Boulogne - la Toussaint
À l’unisson des cœurs, le ciel s’est voilé hier de tristesse et de deuil. Ses larmes se sont mêlées à celles des humains pour pleurer tant de jeunesse fauchée en pleine fleur, pour maudire l’abominable fléau qui peuple nos champs des morts, pour flétrir la race exécrable génératrice de veuves, d’orphelins, de détresse et de destruction.
Plus lugubre est le glas que nos cloches se renvoient de village en village. Plus lourd est le manteau d’angoisse qui s’appesantit sur nos épaules. Plus désespérante la vision des hécatombes prématurées, des tombes trop tôt ouvertes à la glorification du Dieu de la Guerre et de la Kultur ! Mais combien plus consolante la perspective du monstre bientôt mâté, combien réconfortante la salutaire pensée que nos sacrifices humains ne seront pas restés vains mais procureront à ceux qui auront survécu au cataclysme, dans la sécurité et la grandeur reconquises de la Patrie, de labeur fécond par quoi est tôt effacé le désastre des pires catastrophes.
C’est pourquoi, en cette deuxième Toussaint de guerre, si les visages nous ont semblé encore plus sombres et plus graves que de coutume, ils reflétaient en même temps un peu de cet espoir invincible en des jours meilleurs et en les destinées immortelles de notre Pays.
Nombreuses, presque autant que d’ordinaire, furent les visites à nos nécropoles que leurs gardiens et le service de la Voirie s’étaient avec succès efforcés de faire belles pour recevoir leurs visiteurs. Assurément ceux-ci furent moins qu’en temps de paix. Mais ceux qui n’ont pu venir honorer leurs morts sont au front et c’est encore une façon de les vénérer que de défendre, face à l’ennemi héréditaire de la race et au prix de son sang, le patrimoine sacré qu’ils nous ont laissé.

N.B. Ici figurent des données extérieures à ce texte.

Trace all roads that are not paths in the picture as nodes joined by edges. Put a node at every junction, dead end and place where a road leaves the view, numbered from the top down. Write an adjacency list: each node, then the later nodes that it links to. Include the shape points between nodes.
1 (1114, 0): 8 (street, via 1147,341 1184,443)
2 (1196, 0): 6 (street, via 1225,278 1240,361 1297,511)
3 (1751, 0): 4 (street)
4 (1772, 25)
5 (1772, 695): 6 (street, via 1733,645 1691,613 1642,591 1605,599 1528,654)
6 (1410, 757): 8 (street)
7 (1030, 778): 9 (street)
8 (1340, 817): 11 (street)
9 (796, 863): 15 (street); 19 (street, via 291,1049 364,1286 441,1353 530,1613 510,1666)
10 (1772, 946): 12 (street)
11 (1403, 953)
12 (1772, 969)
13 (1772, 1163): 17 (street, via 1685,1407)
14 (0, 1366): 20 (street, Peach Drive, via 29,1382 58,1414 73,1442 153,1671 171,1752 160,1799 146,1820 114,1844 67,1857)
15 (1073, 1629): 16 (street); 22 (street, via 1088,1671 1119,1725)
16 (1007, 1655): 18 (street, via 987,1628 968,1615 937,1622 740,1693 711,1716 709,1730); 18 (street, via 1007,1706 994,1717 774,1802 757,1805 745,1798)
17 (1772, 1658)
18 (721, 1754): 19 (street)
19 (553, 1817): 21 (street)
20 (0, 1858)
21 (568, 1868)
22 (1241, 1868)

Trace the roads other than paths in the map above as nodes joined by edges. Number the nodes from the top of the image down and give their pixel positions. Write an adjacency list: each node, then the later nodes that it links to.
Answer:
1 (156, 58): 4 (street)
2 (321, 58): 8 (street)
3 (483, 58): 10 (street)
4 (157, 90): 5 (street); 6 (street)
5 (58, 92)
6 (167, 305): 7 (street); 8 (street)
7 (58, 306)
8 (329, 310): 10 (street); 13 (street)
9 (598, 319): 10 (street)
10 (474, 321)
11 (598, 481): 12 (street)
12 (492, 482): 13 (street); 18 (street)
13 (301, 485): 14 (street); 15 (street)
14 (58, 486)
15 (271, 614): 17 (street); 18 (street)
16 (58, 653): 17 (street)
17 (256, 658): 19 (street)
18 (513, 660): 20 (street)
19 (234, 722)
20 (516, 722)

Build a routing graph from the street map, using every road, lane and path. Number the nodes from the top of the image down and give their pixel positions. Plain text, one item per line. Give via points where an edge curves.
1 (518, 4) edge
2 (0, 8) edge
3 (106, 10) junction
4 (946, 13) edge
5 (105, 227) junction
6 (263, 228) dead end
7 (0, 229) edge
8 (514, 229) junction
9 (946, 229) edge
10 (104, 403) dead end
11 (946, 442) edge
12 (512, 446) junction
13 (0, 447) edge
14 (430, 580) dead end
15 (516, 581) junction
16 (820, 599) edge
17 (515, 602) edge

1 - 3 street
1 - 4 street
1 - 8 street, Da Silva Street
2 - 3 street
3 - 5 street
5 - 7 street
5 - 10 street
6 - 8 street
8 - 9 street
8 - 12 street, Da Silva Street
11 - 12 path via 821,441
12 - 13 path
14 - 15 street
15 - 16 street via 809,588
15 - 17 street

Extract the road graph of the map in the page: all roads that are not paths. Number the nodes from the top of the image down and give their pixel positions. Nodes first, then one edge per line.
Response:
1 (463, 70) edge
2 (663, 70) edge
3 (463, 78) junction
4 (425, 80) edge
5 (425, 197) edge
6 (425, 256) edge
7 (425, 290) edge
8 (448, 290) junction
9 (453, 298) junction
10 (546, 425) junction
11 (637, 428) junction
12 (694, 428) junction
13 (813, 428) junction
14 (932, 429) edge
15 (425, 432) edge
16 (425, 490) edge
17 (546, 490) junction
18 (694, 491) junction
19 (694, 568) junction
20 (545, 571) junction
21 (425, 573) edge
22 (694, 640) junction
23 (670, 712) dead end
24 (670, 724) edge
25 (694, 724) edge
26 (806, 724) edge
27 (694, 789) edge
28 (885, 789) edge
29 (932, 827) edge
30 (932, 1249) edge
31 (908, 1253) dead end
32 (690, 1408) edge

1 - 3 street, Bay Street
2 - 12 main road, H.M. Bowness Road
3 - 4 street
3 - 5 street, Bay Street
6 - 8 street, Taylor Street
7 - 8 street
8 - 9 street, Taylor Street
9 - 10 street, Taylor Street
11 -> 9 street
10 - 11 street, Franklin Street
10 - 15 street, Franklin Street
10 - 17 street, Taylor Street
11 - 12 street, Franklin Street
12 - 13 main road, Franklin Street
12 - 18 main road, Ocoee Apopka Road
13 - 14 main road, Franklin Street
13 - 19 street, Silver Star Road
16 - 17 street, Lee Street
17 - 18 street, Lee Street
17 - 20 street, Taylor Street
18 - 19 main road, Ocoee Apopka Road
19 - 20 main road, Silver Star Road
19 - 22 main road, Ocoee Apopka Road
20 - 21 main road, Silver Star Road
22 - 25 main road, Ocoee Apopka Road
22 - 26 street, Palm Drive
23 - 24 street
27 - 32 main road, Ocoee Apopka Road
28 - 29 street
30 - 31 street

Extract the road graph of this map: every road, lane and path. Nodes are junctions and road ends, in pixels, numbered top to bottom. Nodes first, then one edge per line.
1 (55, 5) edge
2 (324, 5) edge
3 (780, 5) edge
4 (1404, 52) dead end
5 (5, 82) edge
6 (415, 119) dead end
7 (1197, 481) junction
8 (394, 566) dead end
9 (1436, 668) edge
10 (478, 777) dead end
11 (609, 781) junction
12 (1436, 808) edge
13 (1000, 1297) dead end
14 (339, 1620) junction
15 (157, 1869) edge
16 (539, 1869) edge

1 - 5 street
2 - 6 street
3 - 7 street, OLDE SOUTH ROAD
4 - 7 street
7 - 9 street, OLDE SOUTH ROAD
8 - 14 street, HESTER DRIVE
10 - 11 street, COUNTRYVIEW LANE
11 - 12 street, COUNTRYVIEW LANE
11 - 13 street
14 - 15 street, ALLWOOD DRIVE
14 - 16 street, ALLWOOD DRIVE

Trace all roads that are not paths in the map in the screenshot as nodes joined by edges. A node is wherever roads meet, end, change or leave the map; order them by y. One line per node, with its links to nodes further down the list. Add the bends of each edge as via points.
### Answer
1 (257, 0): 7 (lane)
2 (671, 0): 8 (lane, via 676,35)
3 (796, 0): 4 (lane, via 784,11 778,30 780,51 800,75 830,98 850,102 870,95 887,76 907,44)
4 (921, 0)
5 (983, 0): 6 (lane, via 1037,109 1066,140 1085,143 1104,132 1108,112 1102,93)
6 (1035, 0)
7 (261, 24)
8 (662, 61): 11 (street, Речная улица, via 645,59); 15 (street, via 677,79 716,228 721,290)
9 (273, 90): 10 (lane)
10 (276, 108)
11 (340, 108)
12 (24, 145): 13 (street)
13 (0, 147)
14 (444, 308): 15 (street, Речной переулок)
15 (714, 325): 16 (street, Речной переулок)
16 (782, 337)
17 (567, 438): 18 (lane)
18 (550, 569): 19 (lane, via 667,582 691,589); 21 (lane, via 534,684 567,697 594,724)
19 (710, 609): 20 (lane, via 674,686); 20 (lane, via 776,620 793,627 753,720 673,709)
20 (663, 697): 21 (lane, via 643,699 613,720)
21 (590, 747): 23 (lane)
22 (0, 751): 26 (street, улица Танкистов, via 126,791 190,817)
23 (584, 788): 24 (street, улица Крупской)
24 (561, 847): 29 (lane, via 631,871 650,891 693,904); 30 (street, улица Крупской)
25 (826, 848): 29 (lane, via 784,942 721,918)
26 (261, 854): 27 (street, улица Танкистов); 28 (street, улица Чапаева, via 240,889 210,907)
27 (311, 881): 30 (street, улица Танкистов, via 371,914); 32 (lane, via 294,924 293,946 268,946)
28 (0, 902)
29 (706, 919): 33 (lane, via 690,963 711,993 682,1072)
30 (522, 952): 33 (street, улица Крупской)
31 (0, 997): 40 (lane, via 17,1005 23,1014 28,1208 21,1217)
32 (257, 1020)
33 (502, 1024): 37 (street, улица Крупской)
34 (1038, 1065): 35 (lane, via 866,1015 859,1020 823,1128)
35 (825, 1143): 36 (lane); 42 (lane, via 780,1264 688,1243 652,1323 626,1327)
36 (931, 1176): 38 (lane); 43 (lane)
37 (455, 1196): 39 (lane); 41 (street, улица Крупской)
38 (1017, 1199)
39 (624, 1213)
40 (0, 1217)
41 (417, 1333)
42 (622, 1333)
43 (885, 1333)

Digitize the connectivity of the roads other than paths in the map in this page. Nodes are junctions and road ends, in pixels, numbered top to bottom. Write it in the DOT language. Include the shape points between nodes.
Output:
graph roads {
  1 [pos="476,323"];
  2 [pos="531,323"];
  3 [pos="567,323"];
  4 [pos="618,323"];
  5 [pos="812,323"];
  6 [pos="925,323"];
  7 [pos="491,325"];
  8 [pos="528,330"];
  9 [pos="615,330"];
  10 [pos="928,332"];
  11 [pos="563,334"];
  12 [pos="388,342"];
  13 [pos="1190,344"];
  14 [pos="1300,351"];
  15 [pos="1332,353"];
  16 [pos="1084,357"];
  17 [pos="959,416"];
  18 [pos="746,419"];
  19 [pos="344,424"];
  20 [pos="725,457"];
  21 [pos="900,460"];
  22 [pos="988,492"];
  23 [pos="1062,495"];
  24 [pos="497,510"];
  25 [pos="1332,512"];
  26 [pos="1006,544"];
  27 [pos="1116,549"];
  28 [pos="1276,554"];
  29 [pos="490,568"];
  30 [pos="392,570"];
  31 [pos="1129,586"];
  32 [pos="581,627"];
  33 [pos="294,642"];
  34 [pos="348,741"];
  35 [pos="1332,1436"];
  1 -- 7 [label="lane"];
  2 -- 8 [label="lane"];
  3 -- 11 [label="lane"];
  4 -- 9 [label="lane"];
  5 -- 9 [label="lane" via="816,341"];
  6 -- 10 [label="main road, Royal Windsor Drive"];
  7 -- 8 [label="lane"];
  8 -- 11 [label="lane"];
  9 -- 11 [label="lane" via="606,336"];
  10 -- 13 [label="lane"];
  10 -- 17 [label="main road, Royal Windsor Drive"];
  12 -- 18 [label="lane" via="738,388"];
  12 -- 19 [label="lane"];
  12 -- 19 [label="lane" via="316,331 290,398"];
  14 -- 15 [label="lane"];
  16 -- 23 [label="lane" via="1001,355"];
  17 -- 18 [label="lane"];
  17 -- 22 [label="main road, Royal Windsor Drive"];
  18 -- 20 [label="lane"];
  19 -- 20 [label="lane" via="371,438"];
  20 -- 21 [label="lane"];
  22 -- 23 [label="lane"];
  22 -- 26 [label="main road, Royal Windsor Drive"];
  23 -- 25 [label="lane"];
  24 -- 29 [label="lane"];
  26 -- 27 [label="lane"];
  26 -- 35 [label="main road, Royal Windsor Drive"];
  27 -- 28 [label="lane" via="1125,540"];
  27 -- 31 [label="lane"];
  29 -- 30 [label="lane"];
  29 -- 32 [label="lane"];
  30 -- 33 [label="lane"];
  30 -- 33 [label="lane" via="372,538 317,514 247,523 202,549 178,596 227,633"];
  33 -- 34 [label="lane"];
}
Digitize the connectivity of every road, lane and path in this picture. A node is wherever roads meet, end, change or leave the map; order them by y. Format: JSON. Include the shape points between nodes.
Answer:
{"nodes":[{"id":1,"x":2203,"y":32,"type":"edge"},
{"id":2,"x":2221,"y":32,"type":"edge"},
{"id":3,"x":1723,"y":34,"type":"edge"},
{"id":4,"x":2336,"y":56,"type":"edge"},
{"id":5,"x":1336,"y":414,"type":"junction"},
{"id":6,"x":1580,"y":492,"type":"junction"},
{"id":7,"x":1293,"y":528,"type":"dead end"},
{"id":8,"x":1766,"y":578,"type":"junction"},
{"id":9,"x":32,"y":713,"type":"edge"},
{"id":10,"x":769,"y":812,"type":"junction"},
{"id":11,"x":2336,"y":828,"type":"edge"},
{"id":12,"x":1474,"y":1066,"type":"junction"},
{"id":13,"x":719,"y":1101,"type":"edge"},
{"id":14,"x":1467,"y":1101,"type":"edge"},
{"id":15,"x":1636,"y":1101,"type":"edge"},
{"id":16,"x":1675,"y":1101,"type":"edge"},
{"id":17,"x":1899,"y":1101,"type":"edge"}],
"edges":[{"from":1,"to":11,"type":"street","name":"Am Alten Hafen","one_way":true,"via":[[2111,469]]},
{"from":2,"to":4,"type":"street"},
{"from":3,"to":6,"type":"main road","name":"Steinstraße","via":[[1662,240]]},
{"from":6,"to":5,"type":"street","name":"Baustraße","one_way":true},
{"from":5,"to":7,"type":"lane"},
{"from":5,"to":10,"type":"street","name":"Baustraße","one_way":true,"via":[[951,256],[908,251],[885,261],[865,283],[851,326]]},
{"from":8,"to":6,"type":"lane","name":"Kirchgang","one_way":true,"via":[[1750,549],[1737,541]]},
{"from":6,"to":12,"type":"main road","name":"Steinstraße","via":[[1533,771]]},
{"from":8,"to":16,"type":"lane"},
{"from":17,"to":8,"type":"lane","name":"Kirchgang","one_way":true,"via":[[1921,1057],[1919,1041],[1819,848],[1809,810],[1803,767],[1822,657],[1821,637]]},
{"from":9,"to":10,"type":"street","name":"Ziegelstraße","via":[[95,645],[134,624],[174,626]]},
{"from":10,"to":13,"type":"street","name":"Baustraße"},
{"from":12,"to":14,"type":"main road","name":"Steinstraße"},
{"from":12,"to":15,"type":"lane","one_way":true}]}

Des fleurs à profusion sur toutes les tombes.
Des chrysanthèmes à profusion en dépit de l’inévitable cherté provoquée par la hausse du combustible nécessaire à l’éclosion des beaux produits de nos serres et n’était le mauvais temps qui contraria la vente depuis samedi, nos horticulteurs n’eussent peut-être jamais eu à se réjouir d’une vente aussi active et d’une recette aussi rémunératrice.
Si les célébrités locales reçurent leur tribu habituel d’hommages, ce fut, il est à peine besoin de le dire, aux tombes de ceux qui sont morts pour la Patrie qu’alla surtout la vénération de la foule.
Par milliers nos concitoyens défilèrent pieusement devant les tertres fleuris où tant de héros dorment leur dernier sommeil. Avec un soin touchant qu’on ne saurait trop louer ceux qui en ont charge les entretiennent magnifiquement, mais l’hommage eût été incomplet si on ne les eût surchargés des fleurs les plus rares. Et cette débauche de gerbes, de palmes, de plantes et de couronnes marque combien est profond le reconnaissant souvenir de nos concitoyens à l’égard des vaillants défenseurs de la Patrie et combien restera impérissable le culte que nous leur avons voué. Les splendides couronnes déposées sur les tombes de nos Alliés, héros de l’Yser et de Neuve-Chapelle, en disent long à ce sujet.
Pour n’avoir pas reçu autant de visiteurs, les cimetières de Saint-Pierre et de Capécure n’en ont pas moins été l’objet d’un pèlerinage suivi. Dans ce dernier on n’a porté que peu d’attention à une tombe modeste et comme cachée dans l’angle Est de la nécropole. C’est celle du soldat fusillé il y a quelques mois, pour avoir, victime de l’alcool, tué son caporal.
Puisse la prochaine Toussaint se dérouler au milieu des bienfaits de la Paix et nous apporter moins de tristesse et de soucis que celle de 1915.